But through dedication and perseverance, he has transformed Forest Interactive as one of Malaysia’s most established mobile app developers. Today, the company is seeking to use its global experience in start-ups to nurture a new generation of tech entrepreneurs, with help from the Malaysia Digital Economy Corporation (MDEC).
Propelling Malaysia’s reputation in mobile apps
With 87 percent in internet connectivity and a 70 percent smartphone penetration rate, it is little wonder that Malaysia has been spearheading the growth of the Asia-Pacific’s mobile apps market.
As more people are switching to their phones to connect to others and consume content, businesses and institutions alike have been investing into mobile development to align their advertising and outreach strategies with modern audiences.
Forest Interactive has been leading the Malaysian mobile app development ecosystem and, for more than decade, has been showcasing how homegrown solutions can stand toe-to-toe with global competitors.
Possessing a talented local team that is supported by a diverse multinational culture, the company has expanded its mobile technology footprint from Manila to the Silicon Valley. Currently, the company possesses seven mobile solution brands and three value-added services. It is also a trusted partner of 93 mobile operators which are connected to some 2.9 billion subscribers spread across 36 countries.
Today, Forest Interactive and the Malaysia Digital Economy Corporation (MDEC) are working together to power the ingenuity of home-grown innovation and talent on the international stage.
Weathering the storm of growth to disprove doubters
Having previously worked within media broadcasting and government circles, Johary Mustapha never imagined that he would establish his own company, and even less so that his success would come from the mobile tech ecosystem. He was quite comfortable working for others; working hard and putting in the required 12-hour shifts.
However, this changed due to a challenge thrown to him by a Dutch firm to develop a messaging system for a TV game show in the Netherlands. Although he had some experience in IT and programming, Johary remained hesitant at first – especially as he had to figure out how to go about it on his own.

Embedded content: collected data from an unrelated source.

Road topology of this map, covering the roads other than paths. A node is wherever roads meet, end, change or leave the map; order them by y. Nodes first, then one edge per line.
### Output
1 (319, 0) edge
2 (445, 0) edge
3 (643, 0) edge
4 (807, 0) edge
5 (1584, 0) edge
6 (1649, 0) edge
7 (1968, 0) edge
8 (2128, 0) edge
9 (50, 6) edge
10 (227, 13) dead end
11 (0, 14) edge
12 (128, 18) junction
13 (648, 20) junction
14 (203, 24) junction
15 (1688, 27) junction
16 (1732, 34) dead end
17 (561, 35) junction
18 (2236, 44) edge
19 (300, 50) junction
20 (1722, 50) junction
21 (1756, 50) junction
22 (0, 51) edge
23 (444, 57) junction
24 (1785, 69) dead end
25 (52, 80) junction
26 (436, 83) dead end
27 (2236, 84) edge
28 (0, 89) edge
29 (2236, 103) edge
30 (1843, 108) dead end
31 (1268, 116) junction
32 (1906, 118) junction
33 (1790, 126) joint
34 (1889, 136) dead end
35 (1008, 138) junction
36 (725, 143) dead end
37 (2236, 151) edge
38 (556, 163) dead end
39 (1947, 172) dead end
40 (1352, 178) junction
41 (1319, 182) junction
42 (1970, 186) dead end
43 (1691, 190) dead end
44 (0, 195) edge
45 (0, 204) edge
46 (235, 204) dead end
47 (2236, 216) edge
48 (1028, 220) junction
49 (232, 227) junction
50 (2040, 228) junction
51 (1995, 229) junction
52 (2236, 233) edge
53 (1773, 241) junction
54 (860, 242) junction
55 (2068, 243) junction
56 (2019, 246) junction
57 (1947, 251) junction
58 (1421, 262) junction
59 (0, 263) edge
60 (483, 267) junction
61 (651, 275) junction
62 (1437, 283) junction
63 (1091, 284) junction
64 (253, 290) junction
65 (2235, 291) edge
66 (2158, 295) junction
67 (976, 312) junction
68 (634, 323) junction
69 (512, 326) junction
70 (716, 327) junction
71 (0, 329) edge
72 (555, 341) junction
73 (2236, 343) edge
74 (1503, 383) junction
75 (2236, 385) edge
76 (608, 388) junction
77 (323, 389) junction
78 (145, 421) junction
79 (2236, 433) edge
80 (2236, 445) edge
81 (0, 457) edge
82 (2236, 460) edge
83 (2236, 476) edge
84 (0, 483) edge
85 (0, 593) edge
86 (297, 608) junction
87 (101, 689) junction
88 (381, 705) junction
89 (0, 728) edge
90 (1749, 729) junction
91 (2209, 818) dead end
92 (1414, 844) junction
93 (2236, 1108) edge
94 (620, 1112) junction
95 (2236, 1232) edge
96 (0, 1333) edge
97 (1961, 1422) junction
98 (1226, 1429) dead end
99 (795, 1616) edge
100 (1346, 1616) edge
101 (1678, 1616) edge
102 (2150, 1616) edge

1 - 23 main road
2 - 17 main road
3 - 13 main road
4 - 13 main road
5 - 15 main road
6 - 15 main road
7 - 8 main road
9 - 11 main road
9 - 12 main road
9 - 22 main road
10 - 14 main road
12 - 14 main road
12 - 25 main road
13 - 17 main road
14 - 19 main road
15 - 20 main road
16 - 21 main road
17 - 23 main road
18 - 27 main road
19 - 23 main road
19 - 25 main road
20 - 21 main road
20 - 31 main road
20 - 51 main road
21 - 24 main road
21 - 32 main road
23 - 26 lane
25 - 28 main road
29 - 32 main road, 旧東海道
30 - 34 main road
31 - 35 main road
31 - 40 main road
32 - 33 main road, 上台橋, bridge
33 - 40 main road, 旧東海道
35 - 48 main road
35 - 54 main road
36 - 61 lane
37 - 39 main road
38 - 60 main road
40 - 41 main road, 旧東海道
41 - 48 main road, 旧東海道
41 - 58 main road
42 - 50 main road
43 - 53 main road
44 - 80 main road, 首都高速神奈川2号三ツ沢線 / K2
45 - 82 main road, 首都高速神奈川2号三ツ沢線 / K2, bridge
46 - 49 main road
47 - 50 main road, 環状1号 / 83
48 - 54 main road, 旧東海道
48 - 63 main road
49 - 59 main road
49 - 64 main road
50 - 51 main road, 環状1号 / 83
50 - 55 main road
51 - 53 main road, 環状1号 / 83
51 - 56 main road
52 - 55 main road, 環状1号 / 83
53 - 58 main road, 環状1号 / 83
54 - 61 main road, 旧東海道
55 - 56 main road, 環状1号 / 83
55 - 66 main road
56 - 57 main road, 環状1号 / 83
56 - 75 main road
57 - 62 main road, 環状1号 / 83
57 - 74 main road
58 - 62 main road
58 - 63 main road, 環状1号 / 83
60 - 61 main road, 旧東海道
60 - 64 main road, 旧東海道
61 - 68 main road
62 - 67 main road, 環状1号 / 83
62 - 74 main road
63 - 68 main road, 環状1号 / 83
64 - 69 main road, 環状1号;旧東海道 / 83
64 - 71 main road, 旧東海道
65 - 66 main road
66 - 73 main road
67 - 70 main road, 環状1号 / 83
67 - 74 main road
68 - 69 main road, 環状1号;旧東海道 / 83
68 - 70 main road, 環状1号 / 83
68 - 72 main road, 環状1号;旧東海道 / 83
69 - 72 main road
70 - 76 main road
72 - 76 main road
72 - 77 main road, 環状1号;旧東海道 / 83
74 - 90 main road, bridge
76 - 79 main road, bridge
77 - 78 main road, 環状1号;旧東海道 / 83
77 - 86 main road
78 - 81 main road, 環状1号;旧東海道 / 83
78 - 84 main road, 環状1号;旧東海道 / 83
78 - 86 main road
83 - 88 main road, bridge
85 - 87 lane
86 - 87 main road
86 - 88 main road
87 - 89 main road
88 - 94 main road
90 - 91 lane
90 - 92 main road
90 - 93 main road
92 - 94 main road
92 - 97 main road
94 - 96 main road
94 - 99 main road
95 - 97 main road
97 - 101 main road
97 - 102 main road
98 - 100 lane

Despite recommending that they instead engage the company Johary was working for then, the Dutch firm remained adamant that he took on the project independently. He eventually agreed to do it and so decided to bring in his developer friend to get things going.
Not long afterwards, however, Johary and his partner realised that they really did need a company to do the work – leading to them to form Forest Interactive in 2006.
But the tech start-up ecosystem in Malaysia at the time was still nascent, and as such Johary’s decision to leave his old job to start a company had raised more than a few eyebrows within his networks.
“In those days, there were no such things as ‘start-ups’. So, if you were to form such a company and then tell people about it, they’d ask you if you’re crazy”, said Johary. “But things have changed since then – now they’d say that what I’m doing is cool.”
Despite the challenges and a timeframe of just a few months, Forest Interactive managed to successfully deliver on their project. After getting paid, Johary decided to slowly grow his team and find out what sort of other work they could find for the company.
Yet the growing pains had only just begun for the fledgling company. In addition to the changing mobile tech landscape, Johary found it difficult to secure loans from established local investors due to the company not being public listed, held relatively low paid-up capital and had a small team. He thus had to resort to taking out multiple smaller loans to keep his young business afloat.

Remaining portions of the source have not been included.